For such a soft spoken, gentle creature Wrighton (who’s a Gemini by the way, the star sign of those with a dual nature) is totally consumed by conflict. He’s “obsessed” with Lee Miller and Josephine Baker and how “they spent the same war but so differently” and believes “the greatest works of art came out of the Vietnam War” such as Michael Cimino’s 1979 film The Deer Hunter and the Rolling Stones’ documentary Gimme Shelter.
Wrighton blames our current lack of interesting Hollywood cinema on 9/11.“It’s all about avenging, it’s all about the disaster happened and then you solve it”, he cites Michael Bay’s Armageddon (in which Bruce Willis saves the world from an incoming asteroid by blowing it and himself up) as an “iconic work”. If the film was made post-9/11 he assures me it would be about how people live in the aftermath of the disaster.
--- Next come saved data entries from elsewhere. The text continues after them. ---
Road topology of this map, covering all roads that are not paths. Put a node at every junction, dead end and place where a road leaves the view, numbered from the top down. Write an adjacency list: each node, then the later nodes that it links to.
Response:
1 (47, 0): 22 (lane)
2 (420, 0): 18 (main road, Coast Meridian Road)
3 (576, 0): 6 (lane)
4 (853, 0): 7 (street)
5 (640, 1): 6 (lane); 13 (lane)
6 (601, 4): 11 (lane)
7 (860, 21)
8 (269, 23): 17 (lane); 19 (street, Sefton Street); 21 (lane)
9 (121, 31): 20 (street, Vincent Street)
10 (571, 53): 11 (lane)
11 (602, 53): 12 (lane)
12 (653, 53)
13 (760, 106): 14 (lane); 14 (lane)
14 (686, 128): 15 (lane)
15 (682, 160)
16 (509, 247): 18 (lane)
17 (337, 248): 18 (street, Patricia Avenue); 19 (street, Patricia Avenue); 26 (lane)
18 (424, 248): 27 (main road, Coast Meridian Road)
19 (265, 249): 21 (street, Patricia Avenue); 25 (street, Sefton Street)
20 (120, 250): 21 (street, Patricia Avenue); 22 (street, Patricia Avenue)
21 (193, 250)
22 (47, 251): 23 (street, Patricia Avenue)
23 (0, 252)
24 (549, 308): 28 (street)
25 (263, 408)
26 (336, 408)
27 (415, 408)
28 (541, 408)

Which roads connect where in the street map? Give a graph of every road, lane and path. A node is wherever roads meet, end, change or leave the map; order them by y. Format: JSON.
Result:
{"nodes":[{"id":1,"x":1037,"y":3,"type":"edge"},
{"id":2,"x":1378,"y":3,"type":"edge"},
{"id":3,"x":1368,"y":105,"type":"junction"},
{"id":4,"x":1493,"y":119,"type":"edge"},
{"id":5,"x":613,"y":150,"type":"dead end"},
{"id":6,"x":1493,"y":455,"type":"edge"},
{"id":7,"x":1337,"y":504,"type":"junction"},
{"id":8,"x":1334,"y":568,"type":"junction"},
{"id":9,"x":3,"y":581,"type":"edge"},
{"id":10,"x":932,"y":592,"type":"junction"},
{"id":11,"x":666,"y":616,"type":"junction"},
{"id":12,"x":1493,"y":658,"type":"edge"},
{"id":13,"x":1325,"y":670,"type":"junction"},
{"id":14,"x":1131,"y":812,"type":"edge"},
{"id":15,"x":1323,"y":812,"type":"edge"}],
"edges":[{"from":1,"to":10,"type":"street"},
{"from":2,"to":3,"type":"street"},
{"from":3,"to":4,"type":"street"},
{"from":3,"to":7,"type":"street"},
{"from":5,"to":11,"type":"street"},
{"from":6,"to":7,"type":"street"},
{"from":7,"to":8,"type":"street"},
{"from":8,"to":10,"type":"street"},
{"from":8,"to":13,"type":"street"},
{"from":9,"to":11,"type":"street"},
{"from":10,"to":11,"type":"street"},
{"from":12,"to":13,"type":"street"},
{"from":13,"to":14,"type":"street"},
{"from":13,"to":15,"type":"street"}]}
Now “the planes have crashed, how do we live after that?” It seems we’d all rather wait for something to happen and try to fix it afterwards. Want an example? Brexit. It’s a flaccid, mundane, post-disaster mentality. Plus no-one has bothered to make any real, girthy work in popular culture about our generation’s Vietnam, the Iraq War. In the Pines is, in his own way, an answer to that. “We’re complete nihilists” he declares, “I just don’t like when people start getting bullied and start getting killed”.
In true Gareth Wrighton style, he has no interest in continuing his label in an orthodox way. He’s more interested in creating folk objects, the garments and textiles in museums which apply couture techniques but lack individual authorship. His guitar plectrum cardigan, “that’s where that belongs”. He makes slow, steady fashion. His pieces might not last a lifetime but they’ll either biodegrade or stick around for long enough to tell the future a bit about the present. In a couple of thousand years when archaeologists dig things up he’s well aware that the pieces he’s made from plastic might still be around. The dog leashes in the collection, printed with slogans like NERVOUS, THERAPY DOG and SECURITY might prove confusing but present a pretty seminal picture of the time that we’re living in. His simple silhouettes? Precisely crafted with this in mind as well. “How are we going to look in the 2020s?” he wonders. It’s not up to him to decide. Wrighton isn’t about telling people what to wear, he’s just holding up a mirror. “Listen”, he tells me “next season is not going to be subtle”.